Ainsi  propose-t-il que la « Troisième gauche », c’est-à-dire pour lui le PS, se doit de porter « une vision du monde, une cohérence européenne et un discours pour la France » et il poursuit «  Si l’ennemi est la finance, l’heure est au « compromis historique avec le capital industriel », contre la rente. J’entends par « rente » le capital fictif qui ne se nourrit que de spéculation et ne produit aucune richesse pour l’être humain……. La gauche défendant l’alliance des productifs permet la société décente.  Tout doit être mis en œuvre   pour créer un nouveau monde industriel qui permettra la société décente ………. « P 27 op cité

À la limite, on peut se dispenser de la suite de l’ouvrage, tout est dit ici ; mais s’il ne s’agissait que d’une critique vaine, de l’expression d’un désaccord sur fond d’opposition idéologique c’est-à-dire d’un affrontement de conceptions du monde, rien de ce qui précède n’aurait le moindre intérêt ; aussi ne s’agit-il pas de cela. Il s’agit de comprendre que, fût-ce dans une logique où il s’agit de « faire le possible quand la rupture est impossible », les idées développées dans le dernier paragraphe sont une fumisterie ; oui, la gauche, toute la gauche a besoin d’inspirer du rêve ; mais ce qu’envisage Cambadélis  se heurte à des obstacles autrement  solides que mes petits arguments ; le rêve en politique est consubstantiel à l’idée de gauche mais le rêve éveillé, c’est l’abime.

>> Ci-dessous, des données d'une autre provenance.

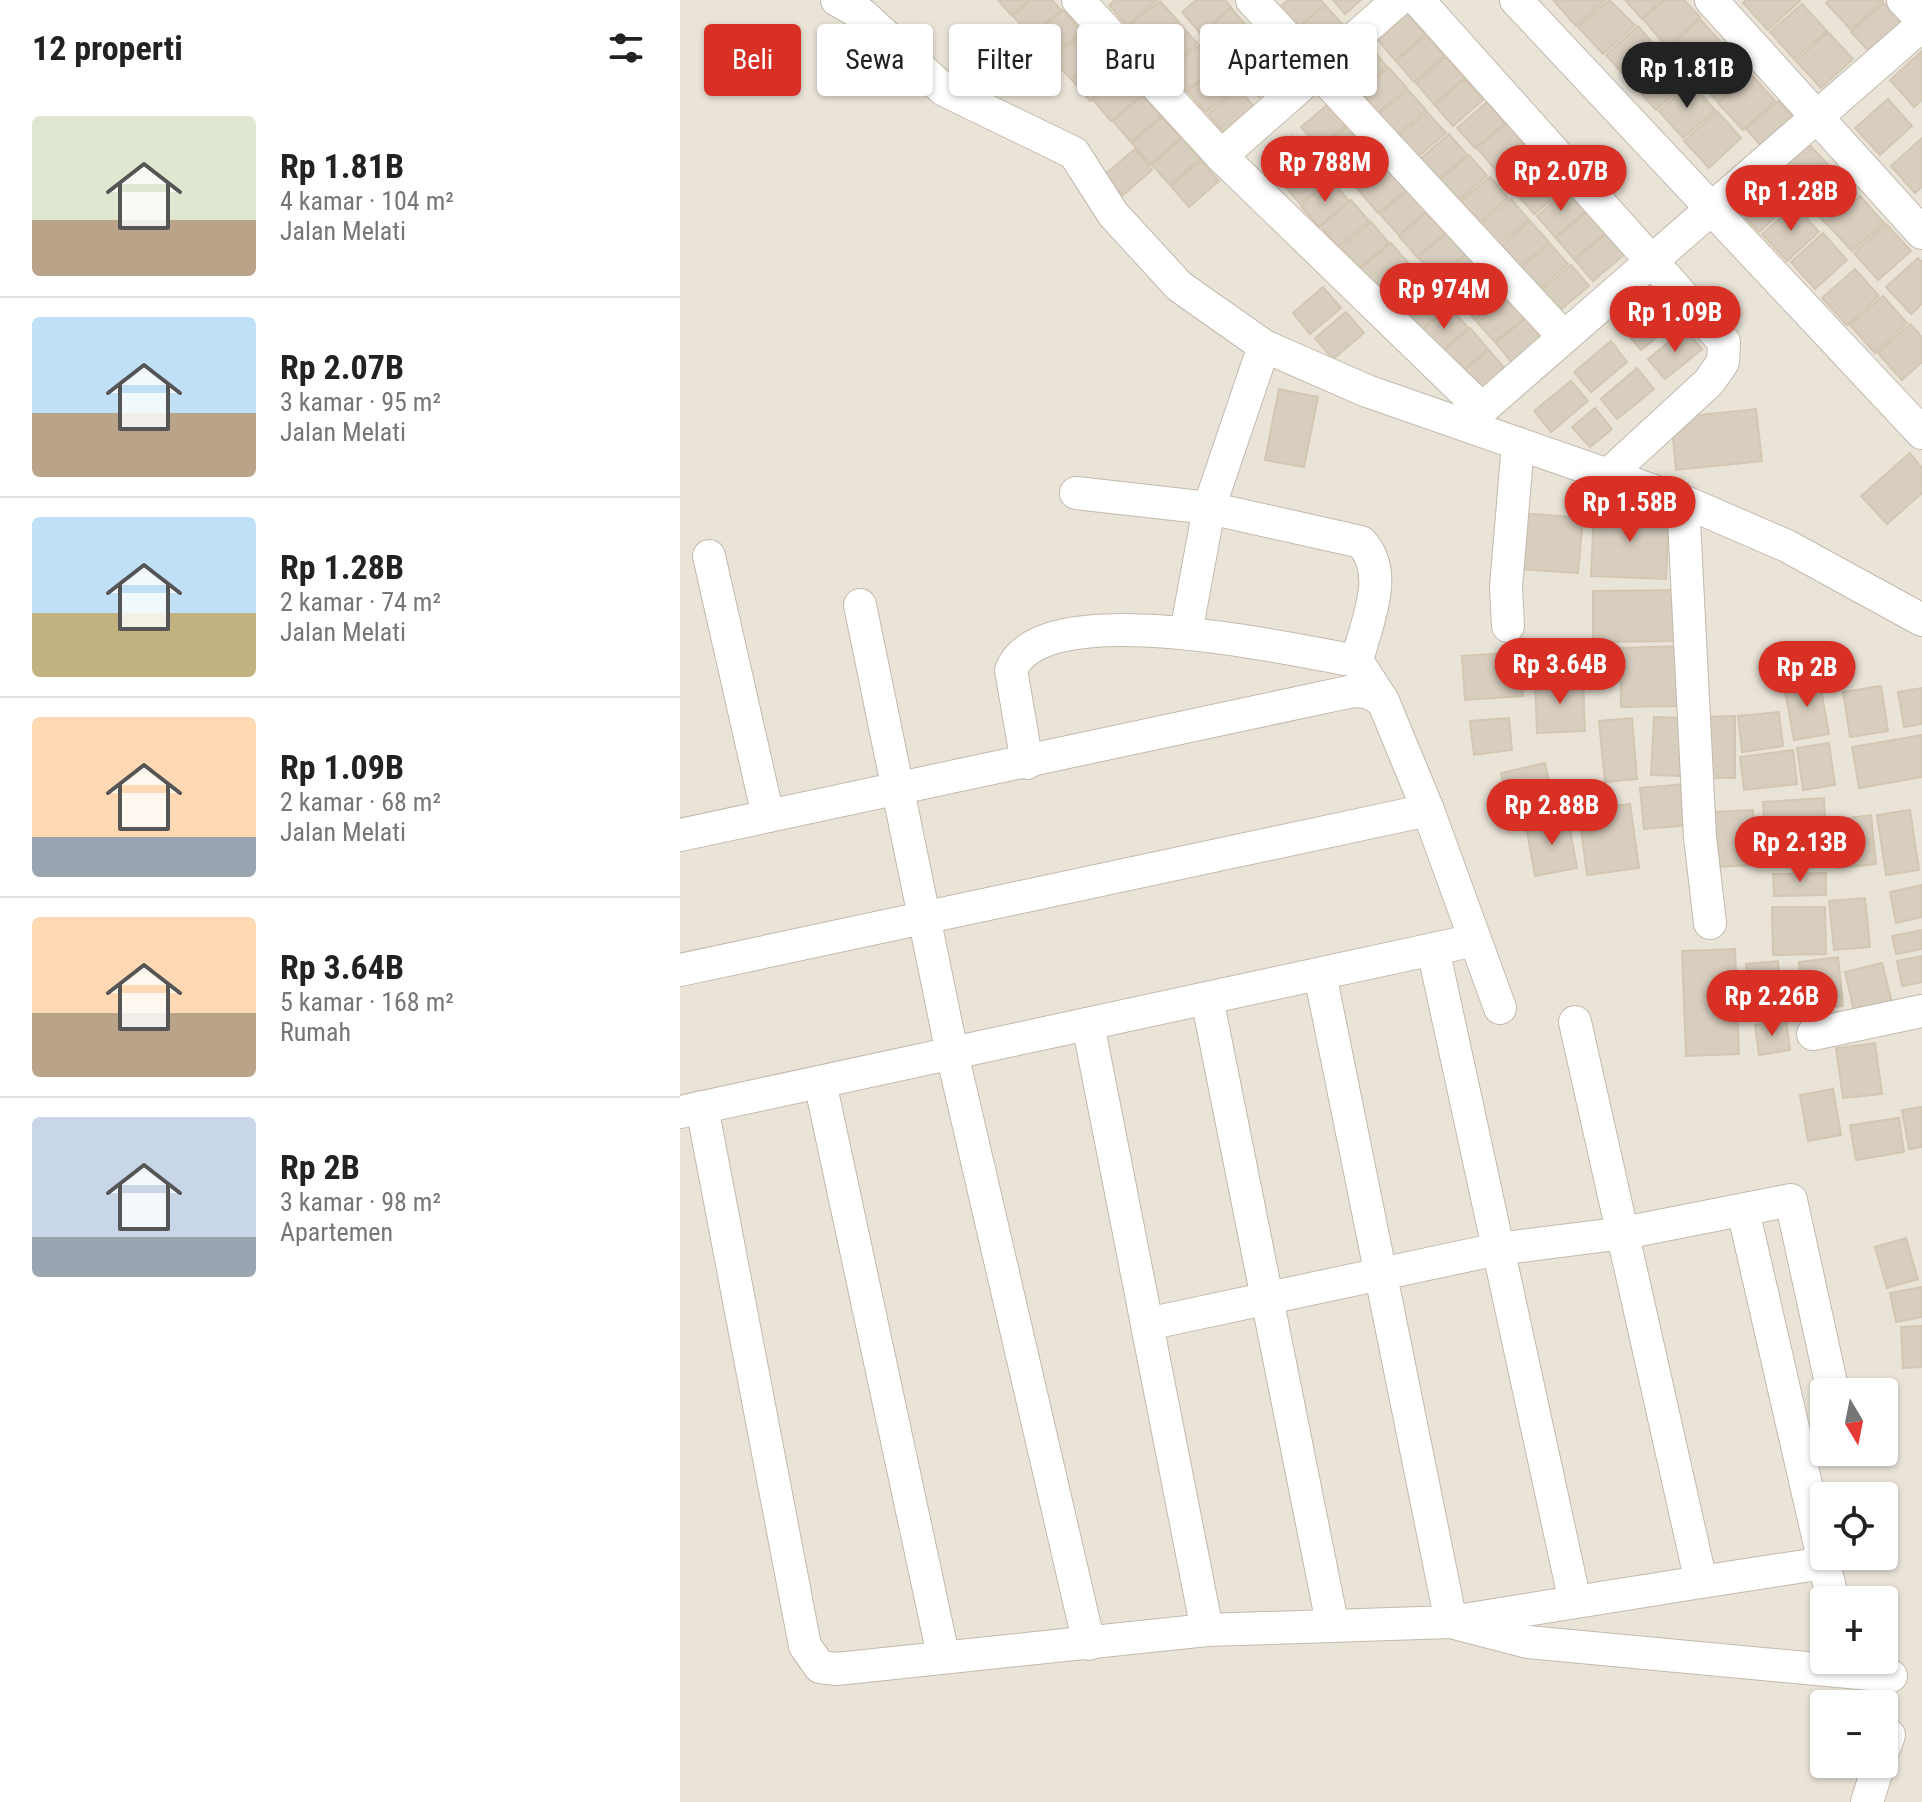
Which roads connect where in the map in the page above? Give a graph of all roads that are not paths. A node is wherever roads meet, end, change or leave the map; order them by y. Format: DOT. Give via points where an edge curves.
graph roads {
  1 [pos="837,0"];
  2 [pos="1078,0"];
  3 [pos="1252,0"];
  4 [pos="1398,0"];
  5 [pos="1418,0"];
  6 [pos="1516,0"];
  7 [pos="1711,0"];
  8 [pos="1903,0"];
  9 [pos="1922,23"];
  10 [pos="1275,24"];
  11 [pos="1371,24"];
  12 [pos="1290,96"];
  13 [pos="1344,96"];
  14 [pos="1815,118"];
  15 [pos="1221,156"];
  16 [pos="1713,210"];
  17 [pos="1922,233"];
  18 [pos="1654,262"];
  19 [pos="1564,337"];
  20 [pos="1264,346"];
  21 [pos="1916,415"];
  22 [pos="1518,444"];
  23 [pos="1609,474"];
  24 [pos="1076,493"];
  25 [pos="1683,501"];
  26 [pos="1209,508"];
  27 [pos="709,556"];
  28 [pos="860,605"];
  29 [pos="1922,620"];
  30 [pos="1508,626"];
  31 [pos="1186,633"];
  32 [pos="1357,661"];
  33 [pos="1383,701"];
  34 [pos="1027,763"];
  35 [pos="898,789"];
  36 [pos="1428,810"];
  37 [pos="768,816"];
  38 [pos="680,835"];
  39 [pos="924,918"];
  40 [pos="1710,923"];
  41 [pos="1475,940"];
  42 [pos="1433,949"];
  43 [pos="680,970"];
  44 [pos="1320,974"];
  45 [pos="1207,998"];
  46 [pos="1500,1008"];
  47 [pos="1922,1011"];
  48 [pos="1575,1022"];
  49 [pos="1088,1024"];
  50 [pos="1813,1034"];
  51 [pos="952,1053"];
  52 [pos="820,1082"];
  53 [pos="691,1109"];
  54 [pos="1743,1210"];
  55 [pos="1624,1233"];
  56 [pos="1498,1249"];
  57 [pos="1380,1275"];
  58 [pos="1265,1298"];
  59 [pos="1147,1324"];
  60 [pos="1830,1378"];
  61 [pos="1810,1440"];
  62 [pos="1810,1565"];
  63 [pos="1701,1582"];
  64 [pos="1575,1602"];
  65 [pos="1451,1622"];
  66 [pos="1332,1623"];
  67 [pos="1207,1630"];
  68 [pos="1089,1644"];
  69 [pos="943,1655"];
  70 [pos="1810,1663"];
  71 [pos="1883,1674"];
  72 [pos="1891,1676"];
  73 [pos="1875,1778"];
  74 [pos="1867,1802"];
  1 -- 20 [label="street" via="863,15 944,90 1074,153 1113,214 1179,286"];
  2 -- 15 [label="street"];
  3 -- 10 [label="street"];
  4 -- 11 [label="street"];
  5 -- 18 [label="street"];
  6 -- 16 [label="street"];
  7 -- 14 [label="street"];
  8 -- 9 [label="street"];
  9 -- 14 [label="street"];
  12 -- 15 [label="street"];
  13 -- 19 [label="street"];
  14 -- 16 [label="street"];
  14 -- 17 [label="street"];
  15 -- 19 [label="street" via="1482,409"];
  16 -- 18 [label="street"];
  16 -- 21 [label="street"];
  18 -- 19 [label="street"];
  18 -- 23 [label="street" via="1724,342 1723,362 1709,382"];
  20 -- 22 [label="street" via="1333,378"];
  20 -- 26 [label="street"];
  22 -- 23 [label="street"];
  22 -- 30 [label="street" via="1506,587"];
  23 -- 25 [label="street"];
  24 -- 26 [label="street"];
  25 -- 29 [label="street" via="1787,546"];
  25 -- 40 [label="street" via="1699,822"];
  26 -- 31 [label="street"];
  26 -- 32 [label="street" via="1361,542 1371,554 1377,577"];
  27 -- 37 [label="street"];
  28 -- 35 [label="street"];
  31 -- 32 [label="street"];
  31 -- 34 [label="street" via="1091,628 1025,649 1015,659 1010,681"];
  32 -- 33 [label="street"];
  33 -- 34 [label="street" via="1353,691"];
  33 -- 36 [label="street"];
  34 -- 35 [label="street"];
  35 -- 37 [label="street"];
  35 -- 39 [label="street"];
  36 -- 39 [label="street"];
  36 -- 41 [label="street"];
  37 -- 38 [label="street"];
  39 -- 43 [label="street"];
  39 -- 51 [label="street"];
  41 -- 42 [label="street"];
  41 -- 46 [label="street"];
  42 -- 44 [label="street"];
  42 -- 56 [label="street"];
  44 -- 45 [label="street"];
  44 -- 57 [label="street"];
  45 -- 49 [label="street"];
  45 -- 58 [label="street"];
  47 -- 50 [label="street"];
  48 -- 55 [label="street"];
  49 -- 51 [label="street"];
  49 -- 59 [label="street"];
  51 -- 52 [label="street"];
  51 -- 68 [label="street"];
  52 -- 53 [label="street"];
  52 -- 69 [label="street"];
  53 -- 69 [label="street" via="805,1646 820,1667 837,1669"];
  54 -- 55 [label="street"];
  54 -- 60 [label="street" via="1791,1200"];
  54 -- 61 [label="street"];
  55 -- 56 [label="street"];
  55 -- 63 [label="street"];
  56 -- 57 [label="street"];
  56 -- 64 [label="street"];
  57 -- 58 [label="street"];
  57 -- 65 [label="street"];
  58 -- 59 [label="street"];
  58 -- 66 [label="street"];
  59 -- 67 [label="street"];
  62 -- 63 [label="street"];
  63 -- 64 [label="street"];
  64 -- 65 [label="street"];
  65 -- 66 [label="street"];
  65 -- 70 [label="street" via="1528,1642"];
  66 -- 67 [label="street"];
  67 -- 68 [label="street"];
  68 -- 69 [label="street"];
  71 -- 72 [label="street"];
  73 -- 74 [label="street"];
}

 Dans la foulée, de ce qui précède, JC Cambadélis, dans sa rare capacité déjà soulignée  à passer du lyrisme à la sécheresse la plus glacée au détour d’une page ou comme ici d’une PHRASE écrit « Car on ne distribue que ce que l’on produit , on ne redistribue pas la récession , la misère. C’est ici que se situe le compromis  » (P27 op cité)

On s’incline : la preuve est faite.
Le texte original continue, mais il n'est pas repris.